• [Provided records]
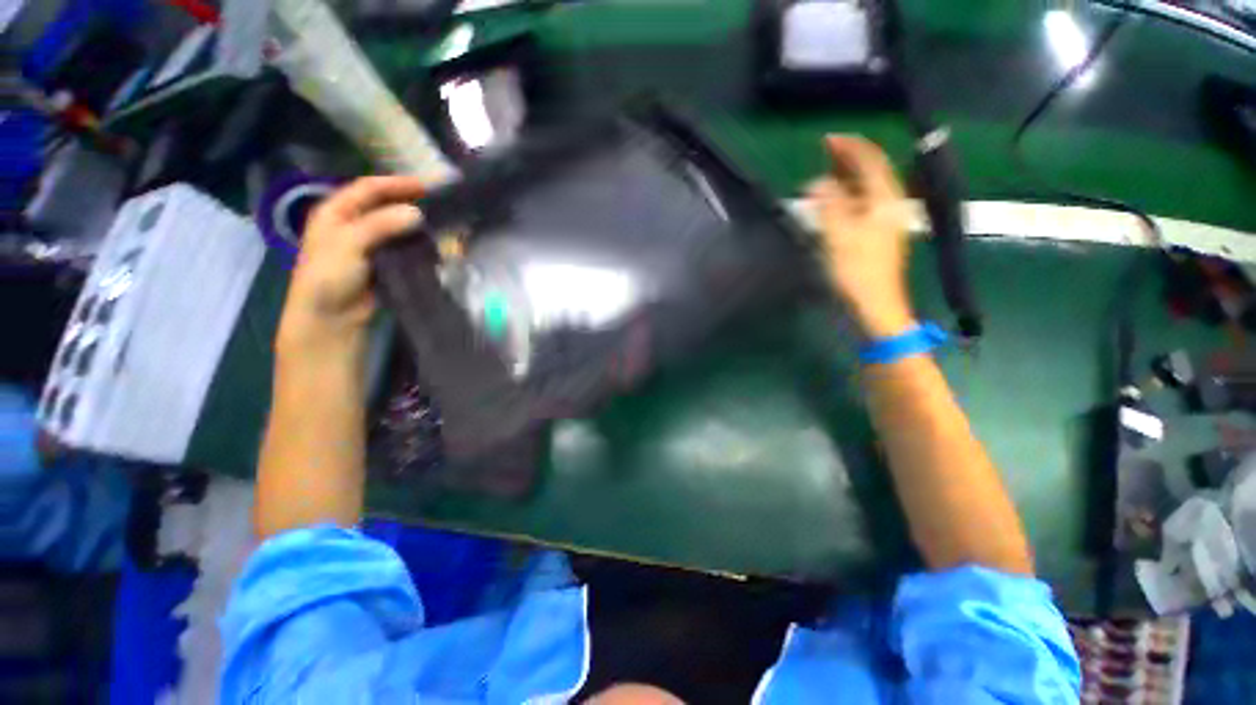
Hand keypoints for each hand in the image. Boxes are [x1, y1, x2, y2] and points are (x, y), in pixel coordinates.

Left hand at [277, 176, 424, 352]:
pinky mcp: (382, 263)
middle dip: (409, 201)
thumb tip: (417, 213)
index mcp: (335, 211)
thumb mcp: (349, 244)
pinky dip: (416, 243)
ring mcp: (368, 244)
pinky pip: (402, 247)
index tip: (426, 186)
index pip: (367, 188)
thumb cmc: (329, 276)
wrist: (331, 318)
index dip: (395, 184)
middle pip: (383, 205)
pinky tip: (432, 244)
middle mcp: (352, 223)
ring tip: (440, 222)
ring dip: (415, 224)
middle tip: (437, 203)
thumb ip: (380, 225)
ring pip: (395, 226)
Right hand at [808, 135, 914, 338]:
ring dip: (846, 178)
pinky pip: (861, 206)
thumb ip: (829, 206)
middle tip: (824, 151)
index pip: (871, 163)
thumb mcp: (839, 238)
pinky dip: (845, 198)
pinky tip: (832, 201)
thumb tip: (817, 183)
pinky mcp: (875, 236)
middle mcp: (889, 206)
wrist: (875, 306)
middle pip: (871, 173)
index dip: (850, 148)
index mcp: (885, 202)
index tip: (828, 139)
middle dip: (848, 160)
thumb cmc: (857, 272)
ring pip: (866, 190)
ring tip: (825, 172)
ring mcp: (883, 222)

• [Requirement]
Word for word and without pictures, please write out only the lines from the start of the entries through the line containing "ring pip: (395, 226)", both included.

• [Task response]
Hand keypoints for each hand in the image. Boxes are [x1, y1, x2, y2] and points are (x, y), in pixel coordinates.

Left hand at [277, 176, 424, 352]:
pinky mcp: (382, 263)
middle dip: (409, 201)
thumb tip: (417, 213)
index mcp: (335, 211)
thumb mcp: (349, 244)
pinky dip: (416, 243)
ring mcp: (368, 244)
pinky pip: (402, 247)
index tip: (426, 186)
index pip: (367, 188)
thumb cmc: (329, 276)
wrist: (331, 318)
index dip: (395, 184)
middle pip: (383, 205)
pinky tip: (432, 244)
middle mcp: (352, 223)
ring tip: (440, 222)
ring dip: (415, 224)
middle tip: (437, 203)
thumb ip: (380, 225)
ring pip: (395, 226)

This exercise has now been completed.